The Inverse Z-Transform
The inverse Z-transform is defined as the process of finding the time domain signal $\mathrm{\mathit{x\left ( n \right )}}$ from its Z-transform $\mathrm{\mathit{X\left ( z \right )}}$. The inverse Z-transform is denoted as −
$$\mathrm{\mathit{x\left ( n \right )\mathrm{\, =\,}Z^{-\mathrm{1}}\left [ X\left ( z \right ) \right ]}}$$
Since the Z-transform is defined as,
$$\mathrm{\mathit{X\left ( z \right )\mathrm{\, =\,}\sum_{n\mathrm{\, =\,}-\infty }^{\infty }x\left ( n \right )z^{-n}\; \; \; \cdot \cdot \cdot \left ( \mathrm{1} \right )}}$$
Where, z is a complex variable and is given by,
$$\mathrm{\mathit{z\mathrm{\, =\,}r\, e^{j\, \omega }}}$$
Where, r is the radius of a circle in z-plane.

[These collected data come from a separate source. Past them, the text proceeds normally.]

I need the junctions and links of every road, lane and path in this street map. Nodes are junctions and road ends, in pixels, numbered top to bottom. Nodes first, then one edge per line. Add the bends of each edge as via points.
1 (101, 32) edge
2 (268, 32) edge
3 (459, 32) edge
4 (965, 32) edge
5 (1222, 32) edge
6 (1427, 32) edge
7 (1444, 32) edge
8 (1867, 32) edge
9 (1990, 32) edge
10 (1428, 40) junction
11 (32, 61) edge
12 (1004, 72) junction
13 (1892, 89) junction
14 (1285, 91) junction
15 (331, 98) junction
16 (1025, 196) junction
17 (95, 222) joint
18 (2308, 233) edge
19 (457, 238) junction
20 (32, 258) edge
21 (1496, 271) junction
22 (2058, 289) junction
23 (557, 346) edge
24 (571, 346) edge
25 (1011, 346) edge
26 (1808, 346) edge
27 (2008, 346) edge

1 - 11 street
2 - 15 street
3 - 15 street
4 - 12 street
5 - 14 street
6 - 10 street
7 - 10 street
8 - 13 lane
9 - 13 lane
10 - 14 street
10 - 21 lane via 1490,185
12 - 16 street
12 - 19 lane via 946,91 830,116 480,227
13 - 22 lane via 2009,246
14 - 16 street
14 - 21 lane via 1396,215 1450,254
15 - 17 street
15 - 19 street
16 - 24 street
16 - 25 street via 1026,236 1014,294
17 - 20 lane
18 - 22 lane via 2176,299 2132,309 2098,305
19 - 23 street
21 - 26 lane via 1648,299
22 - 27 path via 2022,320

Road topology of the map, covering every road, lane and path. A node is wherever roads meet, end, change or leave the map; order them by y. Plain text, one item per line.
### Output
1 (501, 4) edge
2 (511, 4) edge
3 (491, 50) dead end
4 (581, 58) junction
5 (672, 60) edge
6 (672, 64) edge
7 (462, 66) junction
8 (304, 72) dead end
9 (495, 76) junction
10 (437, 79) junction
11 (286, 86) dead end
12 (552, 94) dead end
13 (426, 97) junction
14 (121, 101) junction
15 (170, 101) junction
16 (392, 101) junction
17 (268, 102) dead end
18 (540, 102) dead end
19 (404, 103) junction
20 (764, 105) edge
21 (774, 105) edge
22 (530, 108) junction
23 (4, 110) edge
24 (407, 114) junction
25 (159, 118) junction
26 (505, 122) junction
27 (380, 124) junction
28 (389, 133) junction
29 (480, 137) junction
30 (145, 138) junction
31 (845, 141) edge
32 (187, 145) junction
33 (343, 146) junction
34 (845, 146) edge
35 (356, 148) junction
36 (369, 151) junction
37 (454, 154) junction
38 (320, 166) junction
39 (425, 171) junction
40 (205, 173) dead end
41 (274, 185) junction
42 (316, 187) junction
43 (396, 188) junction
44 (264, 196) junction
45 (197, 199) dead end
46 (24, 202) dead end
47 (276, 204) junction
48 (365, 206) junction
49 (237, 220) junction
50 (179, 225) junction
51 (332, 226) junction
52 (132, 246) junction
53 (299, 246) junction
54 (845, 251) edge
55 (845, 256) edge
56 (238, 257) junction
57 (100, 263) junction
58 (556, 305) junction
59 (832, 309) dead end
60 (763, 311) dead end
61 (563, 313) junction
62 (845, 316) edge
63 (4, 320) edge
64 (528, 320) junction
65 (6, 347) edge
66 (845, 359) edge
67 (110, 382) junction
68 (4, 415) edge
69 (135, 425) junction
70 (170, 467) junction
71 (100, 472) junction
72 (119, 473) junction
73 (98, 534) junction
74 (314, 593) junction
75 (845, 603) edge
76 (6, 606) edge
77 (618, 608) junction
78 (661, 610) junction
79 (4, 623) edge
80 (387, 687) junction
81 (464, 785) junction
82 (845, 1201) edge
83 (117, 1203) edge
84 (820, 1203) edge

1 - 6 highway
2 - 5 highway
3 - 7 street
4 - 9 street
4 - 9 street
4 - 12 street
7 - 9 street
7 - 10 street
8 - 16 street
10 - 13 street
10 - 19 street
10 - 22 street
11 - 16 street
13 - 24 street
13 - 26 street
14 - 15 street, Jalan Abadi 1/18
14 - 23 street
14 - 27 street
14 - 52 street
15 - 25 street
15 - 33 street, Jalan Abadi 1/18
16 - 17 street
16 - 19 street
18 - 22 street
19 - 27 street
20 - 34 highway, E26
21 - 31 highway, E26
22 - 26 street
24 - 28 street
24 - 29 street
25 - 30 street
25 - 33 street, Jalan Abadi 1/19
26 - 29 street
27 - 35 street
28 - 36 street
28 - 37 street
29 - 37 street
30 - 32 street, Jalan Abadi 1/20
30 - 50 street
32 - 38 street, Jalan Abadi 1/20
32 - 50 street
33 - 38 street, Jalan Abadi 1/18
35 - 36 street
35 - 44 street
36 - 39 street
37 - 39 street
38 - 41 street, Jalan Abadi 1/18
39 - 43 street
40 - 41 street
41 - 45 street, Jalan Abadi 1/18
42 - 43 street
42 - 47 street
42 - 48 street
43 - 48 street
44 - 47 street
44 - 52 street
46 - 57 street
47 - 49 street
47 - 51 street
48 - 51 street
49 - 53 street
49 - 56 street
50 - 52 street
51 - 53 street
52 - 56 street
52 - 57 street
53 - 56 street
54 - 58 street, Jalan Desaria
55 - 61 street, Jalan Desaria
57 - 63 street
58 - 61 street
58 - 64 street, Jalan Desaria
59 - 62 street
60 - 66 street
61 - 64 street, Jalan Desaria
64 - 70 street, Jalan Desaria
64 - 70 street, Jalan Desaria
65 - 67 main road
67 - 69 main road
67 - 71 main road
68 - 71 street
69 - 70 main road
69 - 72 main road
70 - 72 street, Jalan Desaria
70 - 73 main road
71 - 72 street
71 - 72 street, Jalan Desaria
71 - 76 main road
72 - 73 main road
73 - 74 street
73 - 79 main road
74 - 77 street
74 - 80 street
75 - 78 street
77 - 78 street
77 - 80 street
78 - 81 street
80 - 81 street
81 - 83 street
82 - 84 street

Hence, on substituting the value of z in eq. (1), we get,
$$\mathrm{\mathit{X\left ( z \right )\mathrm{\, =\,}X\left ( r\, e^{j\, \omega } \right )\mathrm{\, =\,}\sum_{n\mathrm{\, =\,}-\infty }^{\infty }\left [ x\left ( n \right )r^{-n} \right ]e^{-j\, \omega \, n}\; \; \; \cdot \cdot \cdot \left ( \mathrm{2} \right )}}$$
The equation (2) is the discrete-time Fourier transform (DTFT) of the signal $\mathrm{\mathit{\left [ x\left ( n \right )r^{-n} \right ]}}$ Therefore, the inverse DTFT of the function $\mathrm{\mathit{X\left ( r\, e^{j\, \omega } \right )}}$ must be $\mathrm{\mathit{\left [ x\left ( n \right )r^{-n} \right ]}}$. Hence, we can write,
$$\mathrm{\mathit{F^{-\mathrm{1}}\left [ X\left ( r\, e^{j\, \omega } \right ) \right ]\mathrm{\, =\,}x\left ( n \right )r^{-n}\mathrm{\, =\,}\frac{\mathrm{1}}{\mathrm{2}\pi }\int_{-\pi }^{\pi }X\left ( re^{j\, \omega } \right )e^{j\, \omega \, n}d\omega}}$$
$$\mathrm{\mathit{\Rightarrow x\left ( n \right )\mathrm{\, =\,}\frac{\mathrm{1}}{\mathrm{2}\pi }\int_{-\pi }^{\pi }X\left ( re^{j\, \omega } \right )\left ( re^{j\, \omega } \right )^{n}\: d\omega\; \; \; \cdot \cdot \cdot \left ( \mathrm{3} \right )}}$$
$$\mathrm{\mathit{\because z\mathrm{\, =\,}re^{j\, \omega }}}$$
Then,
$$\mathrm{\mathit{\frac{dz}{d\omega }\mathrm{\, =\,}jre^{j\, \omega }\; \; or\: \: d\omega \mathrm{\, =\,}\frac{dz}{jre^{j\, \omega }}}}$$
Substituting the values of z and dω in eq. (3), we have,
$$\mathrm{\mathit{x\left ( n \right )\mathrm{\, =\,}\frac{\mathrm{1}}{\mathrm{2}\pi j}\oint_{c}X\left ( z \right )z^{\left ( n-1 \right )}\, dz\; \; \; \cdot \cdot \cdot \left ( \mathrm{4} \right ) }}$$
The integration given in the eq. (4) represents the integration around the circle of radius $\mathrm{\mathit{\left|z \right|\mathrm{\, =\,}r}}$ in the counter clockwise direction. This is the direct method of finding inverse Z-transform. The direct method is quite tedious. Hence, indirect methods are used for finding the inverse Z-transform.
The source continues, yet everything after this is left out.